PROBLEM DESCRIPTION: Transcribe the entries that come next exactly, but not the pictures they contain.

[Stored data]
● ● ●

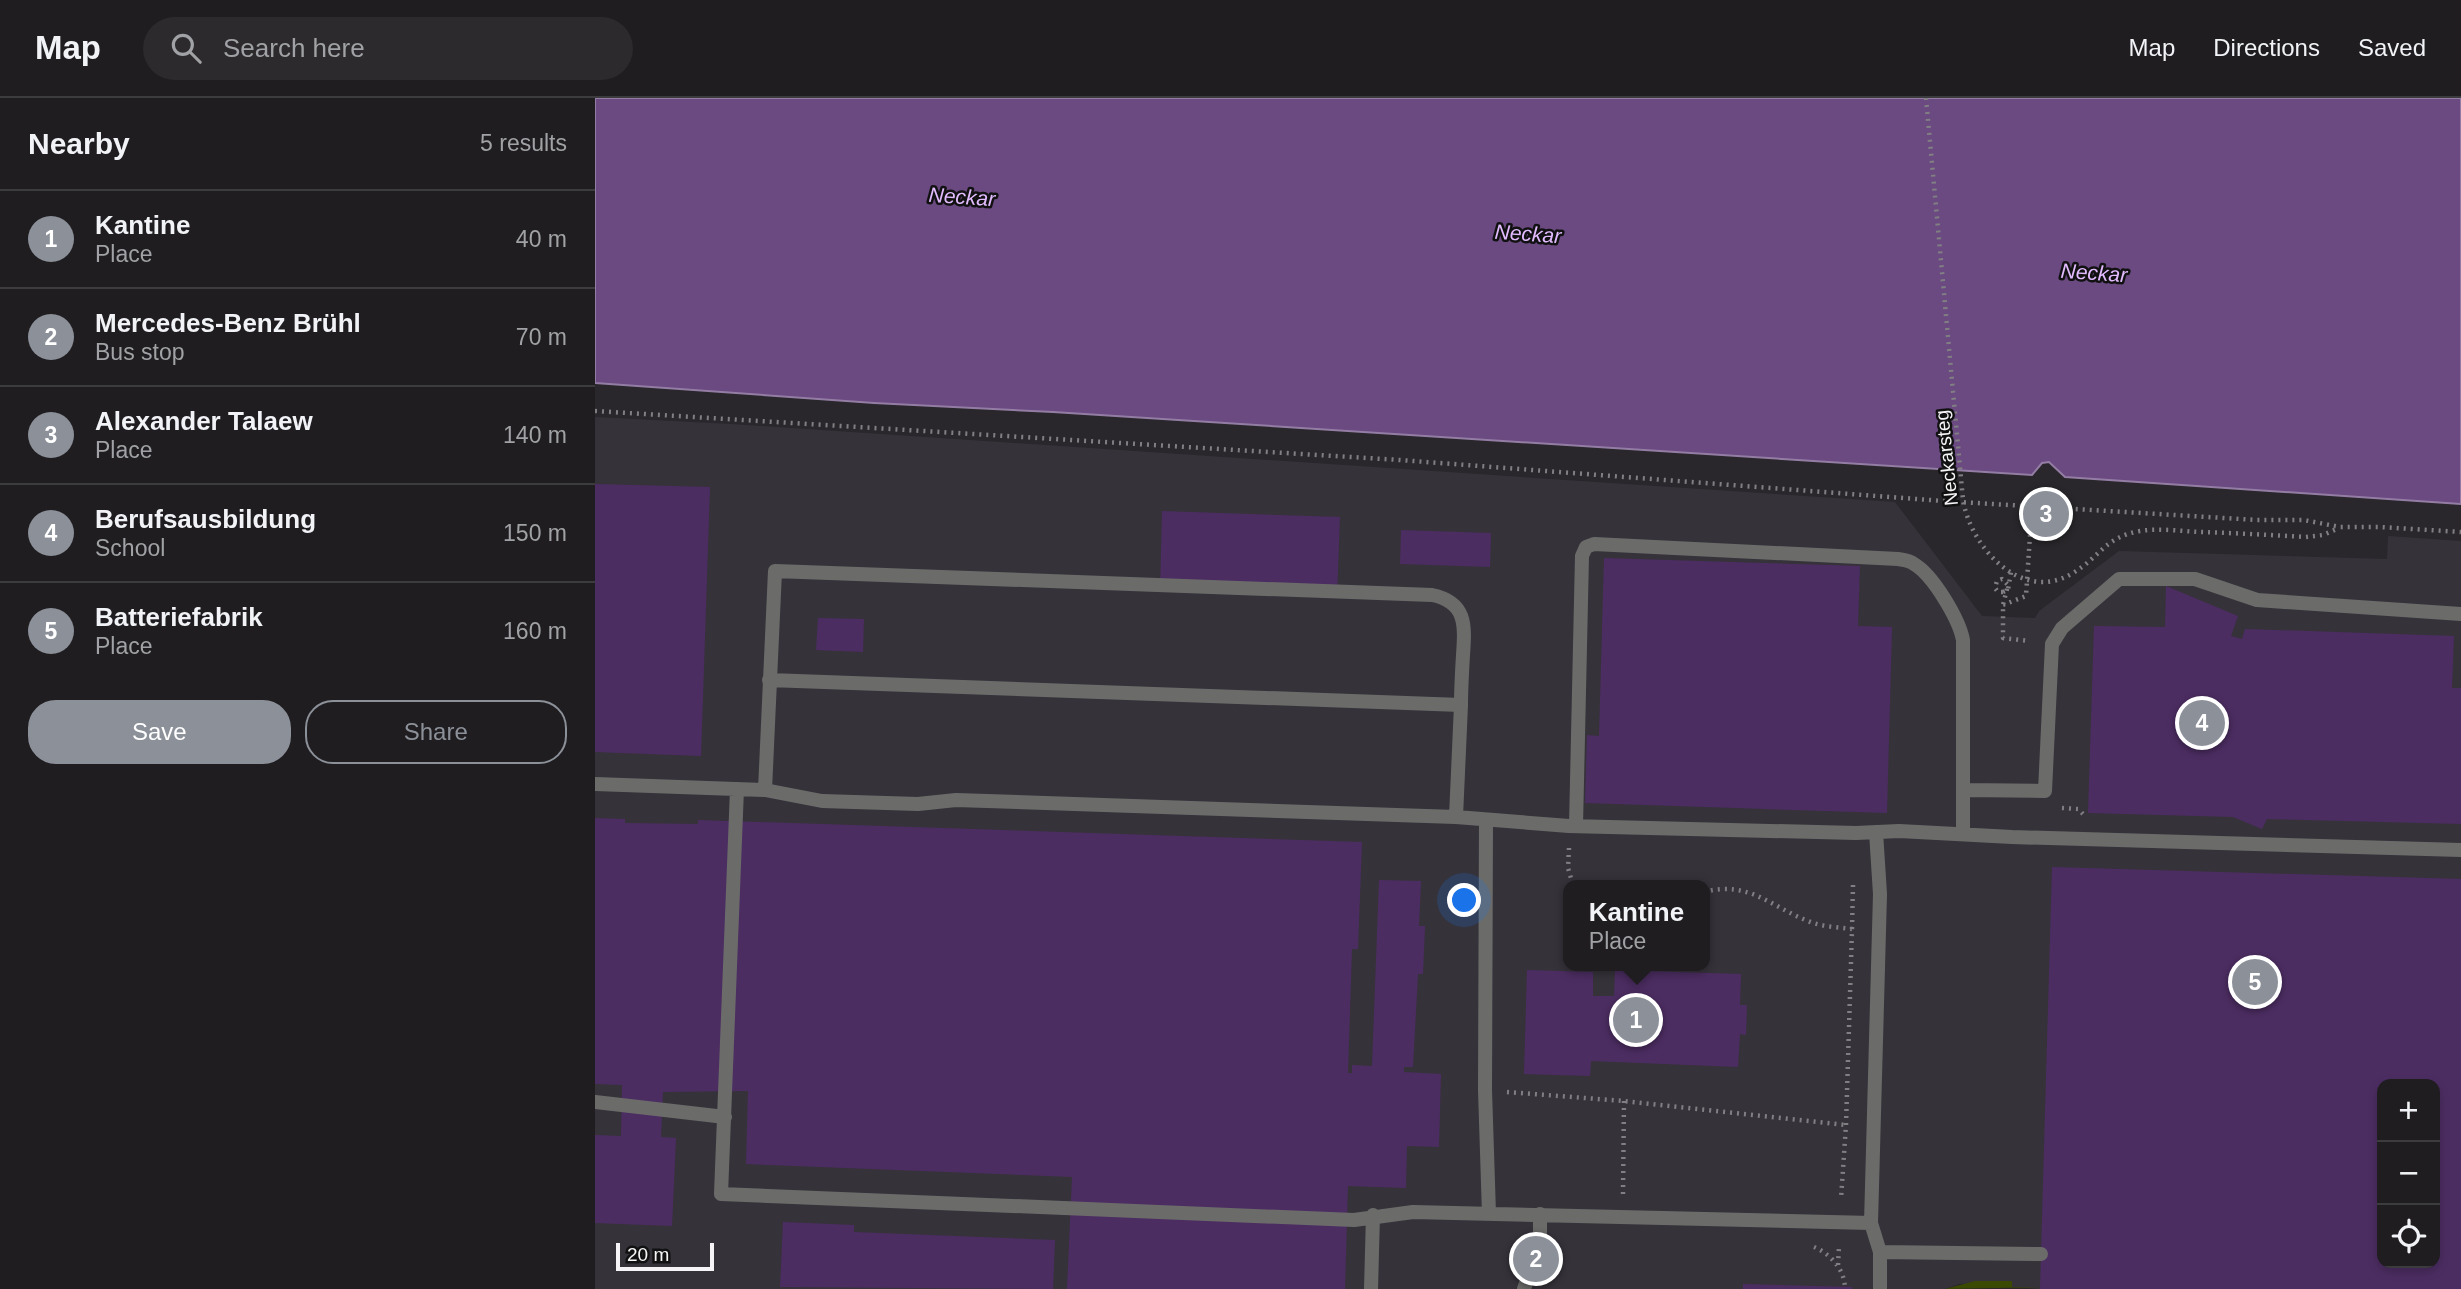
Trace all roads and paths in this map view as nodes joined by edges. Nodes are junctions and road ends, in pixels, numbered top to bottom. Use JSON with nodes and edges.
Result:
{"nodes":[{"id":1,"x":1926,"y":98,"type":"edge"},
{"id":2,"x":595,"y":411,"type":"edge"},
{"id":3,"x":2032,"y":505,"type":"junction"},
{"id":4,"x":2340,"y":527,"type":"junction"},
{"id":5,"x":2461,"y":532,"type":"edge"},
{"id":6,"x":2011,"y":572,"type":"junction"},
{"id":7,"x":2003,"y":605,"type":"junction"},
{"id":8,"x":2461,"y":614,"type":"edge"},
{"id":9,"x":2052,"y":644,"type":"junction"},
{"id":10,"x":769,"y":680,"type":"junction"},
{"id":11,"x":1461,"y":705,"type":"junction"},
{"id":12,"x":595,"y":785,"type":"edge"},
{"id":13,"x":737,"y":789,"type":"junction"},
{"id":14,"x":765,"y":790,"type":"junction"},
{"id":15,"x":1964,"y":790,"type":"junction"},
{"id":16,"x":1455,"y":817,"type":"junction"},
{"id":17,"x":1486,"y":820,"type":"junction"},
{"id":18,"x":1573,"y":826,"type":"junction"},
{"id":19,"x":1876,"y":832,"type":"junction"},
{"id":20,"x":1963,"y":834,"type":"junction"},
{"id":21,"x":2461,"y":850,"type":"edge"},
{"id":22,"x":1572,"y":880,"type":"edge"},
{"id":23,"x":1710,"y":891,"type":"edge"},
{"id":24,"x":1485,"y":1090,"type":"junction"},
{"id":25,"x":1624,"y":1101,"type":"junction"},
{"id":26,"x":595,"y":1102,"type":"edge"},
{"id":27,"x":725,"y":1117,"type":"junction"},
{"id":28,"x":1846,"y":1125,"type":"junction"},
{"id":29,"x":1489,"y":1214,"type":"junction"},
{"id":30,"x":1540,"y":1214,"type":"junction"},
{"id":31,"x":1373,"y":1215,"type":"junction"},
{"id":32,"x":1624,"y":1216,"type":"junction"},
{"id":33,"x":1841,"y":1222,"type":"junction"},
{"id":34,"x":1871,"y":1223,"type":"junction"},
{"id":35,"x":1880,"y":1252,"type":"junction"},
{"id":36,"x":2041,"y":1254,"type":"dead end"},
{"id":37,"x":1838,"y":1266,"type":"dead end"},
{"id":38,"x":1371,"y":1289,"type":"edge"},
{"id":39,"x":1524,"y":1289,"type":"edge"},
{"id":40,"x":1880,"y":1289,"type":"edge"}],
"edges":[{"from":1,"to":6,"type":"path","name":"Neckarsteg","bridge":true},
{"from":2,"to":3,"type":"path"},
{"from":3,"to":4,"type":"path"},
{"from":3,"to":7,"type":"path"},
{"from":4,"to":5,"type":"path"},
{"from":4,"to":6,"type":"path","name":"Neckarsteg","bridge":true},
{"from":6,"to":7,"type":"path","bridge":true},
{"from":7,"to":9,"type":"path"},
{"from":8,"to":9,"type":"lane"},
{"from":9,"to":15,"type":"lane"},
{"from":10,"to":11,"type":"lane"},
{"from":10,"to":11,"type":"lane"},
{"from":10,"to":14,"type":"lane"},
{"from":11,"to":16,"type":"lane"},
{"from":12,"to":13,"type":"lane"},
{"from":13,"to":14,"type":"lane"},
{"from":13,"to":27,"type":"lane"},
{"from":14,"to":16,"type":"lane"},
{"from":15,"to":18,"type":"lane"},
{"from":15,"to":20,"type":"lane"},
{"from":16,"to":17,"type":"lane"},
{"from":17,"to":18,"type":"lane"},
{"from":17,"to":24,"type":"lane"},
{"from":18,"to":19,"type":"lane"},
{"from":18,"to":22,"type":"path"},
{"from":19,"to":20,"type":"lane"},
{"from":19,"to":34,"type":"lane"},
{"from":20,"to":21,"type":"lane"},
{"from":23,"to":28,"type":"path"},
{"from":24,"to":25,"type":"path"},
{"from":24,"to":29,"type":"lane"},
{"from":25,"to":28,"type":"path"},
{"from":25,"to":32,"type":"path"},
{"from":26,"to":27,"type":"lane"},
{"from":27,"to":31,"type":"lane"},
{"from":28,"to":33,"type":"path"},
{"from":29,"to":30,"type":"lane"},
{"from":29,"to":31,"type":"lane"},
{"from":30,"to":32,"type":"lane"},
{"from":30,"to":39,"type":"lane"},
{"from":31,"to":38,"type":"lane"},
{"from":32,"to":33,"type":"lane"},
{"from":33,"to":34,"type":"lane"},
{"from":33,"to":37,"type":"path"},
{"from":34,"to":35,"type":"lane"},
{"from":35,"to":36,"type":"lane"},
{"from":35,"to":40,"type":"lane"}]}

● ● ●

RESPONSE FOR THIS EXERCISE:
Trace all roads and paths in this map view as nodes joined by edges. Nodes are junctions and road ends, in pixels, numbered top to bottom. Use JSON with nodes and edges.
Result:
{"nodes":[{"id":1,"x":1926,"y":98,"type":"edge"},
{"id":2,"x":595,"y":411,"type":"edge"},
{"id":3,"x":2032,"y":505,"type":"junction"},
{"id":4,"x":2340,"y":527,"type":"junction"},
{"id":5,"x":2461,"y":532,"type":"edge"},
{"id":6,"x":2011,"y":572,"type":"junction"},
{"id":7,"x":2003,"y":605,"type":"junction"},
{"id":8,"x":2461,"y":614,"type":"edge"},
{"id":9,"x":2052,"y":644,"type":"junction"},
{"id":10,"x":769,"y":680,"type":"junction"},
{"id":11,"x":1461,"y":705,"type":"junction"},
{"id":12,"x":595,"y":785,"type":"edge"},
{"id":13,"x":737,"y":789,"type":"junction"},
{"id":14,"x":765,"y":790,"type":"junction"},
{"id":15,"x":1964,"y":790,"type":"junction"},
{"id":16,"x":1455,"y":817,"type":"junction"},
{"id":17,"x":1486,"y":820,"type":"junction"},
{"id":18,"x":1573,"y":826,"type":"junction"},
{"id":19,"x":1876,"y":832,"type":"junction"},
{"id":20,"x":1963,"y":834,"type":"junction"},
{"id":21,"x":2461,"y":850,"type":"edge"},
{"id":22,"x":1572,"y":880,"type":"edge"},
{"id":23,"x":1710,"y":891,"type":"edge"},
{"id":24,"x":1485,"y":1090,"type":"junction"},
{"id":25,"x":1624,"y":1101,"type":"junction"},
{"id":26,"x":595,"y":1102,"type":"edge"},
{"id":27,"x":725,"y":1117,"type":"junction"},
{"id":28,"x":1846,"y":1125,"type":"junction"},
{"id":29,"x":1489,"y":1214,"type":"junction"},
{"id":30,"x":1540,"y":1214,"type":"junction"},
{"id":31,"x":1373,"y":1215,"type":"junction"},
{"id":32,"x":1624,"y":1216,"type":"junction"},
{"id":33,"x":1841,"y":1222,"type":"junction"},
{"id":34,"x":1871,"y":1223,"type":"junction"},
{"id":35,"x":1880,"y":1252,"type":"junction"},
{"id":36,"x":2041,"y":1254,"type":"dead end"},
{"id":37,"x":1838,"y":1266,"type":"dead end"},
{"id":38,"x":1371,"y":1289,"type":"edge"},
{"id":39,"x":1524,"y":1289,"type":"edge"},
{"id":40,"x":1880,"y":1289,"type":"edge"}],
"edges":[{"from":1,"to":6,"type":"path","name":"Neckarsteg","bridge":true},
{"from":2,"to":3,"type":"path"},
{"from":3,"to":4,"type":"path"},
{"from":3,"to":7,"type":"path"},
{"from":4,"to":5,"type":"path"},
{"from":4,"to":6,"type":"path","name":"Neckarsteg","bridge":true},
{"from":6,"to":7,"type":"path","bridge":true},
{"from":7,"to":9,"type":"path"},
{"from":8,"to":9,"type":"lane"},
{"from":9,"to":15,"type":"lane"},
{"from":10,"to":11,"type":"lane"},
{"from":10,"to":11,"type":"lane"},
{"from":10,"to":14,"type":"lane"},
{"from":11,"to":16,"type":"lane"},
{"from":12,"to":13,"type":"lane"},
{"from":13,"to":14,"type":"lane"},
{"from":13,"to":27,"type":"lane"},
{"from":14,"to":16,"type":"lane"},
{"from":15,"to":18,"type":"lane"},
{"from":15,"to":20,"type":"lane"},
{"from":16,"to":17,"type":"lane"},
{"from":17,"to":18,"type":"lane"},
{"from":17,"to":24,"type":"lane"},
{"from":18,"to":19,"type":"lane"},
{"from":18,"to":22,"type":"path"},
{"from":19,"to":20,"type":"lane"},
{"from":19,"to":34,"type":"lane"},
{"from":20,"to":21,"type":"lane"},
{"from":23,"to":28,"type":"path"},
{"from":24,"to":25,"type":"path"},
{"from":24,"to":29,"type":"lane"},
{"from":25,"to":28,"type":"path"},
{"from":25,"to":32,"type":"path"},
{"from":26,"to":27,"type":"lane"},
{"from":27,"to":31,"type":"lane"},
{"from":28,"to":33,"type":"path"},
{"from":29,"to":30,"type":"lane"},
{"from":29,"to":31,"type":"lane"},
{"from":30,"to":32,"type":"lane"},
{"from":30,"to":39,"type":"lane"},
{"from":31,"to":38,"type":"lane"},
{"from":32,"to":33,"type":"lane"},
{"from":33,"to":34,"type":"lane"},
{"from":33,"to":37,"type":"path"},
{"from":34,"to":35,"type":"lane"},
{"from":35,"to":36,"type":"lane"},
{"from":35,"to":40,"type":"lane"}]}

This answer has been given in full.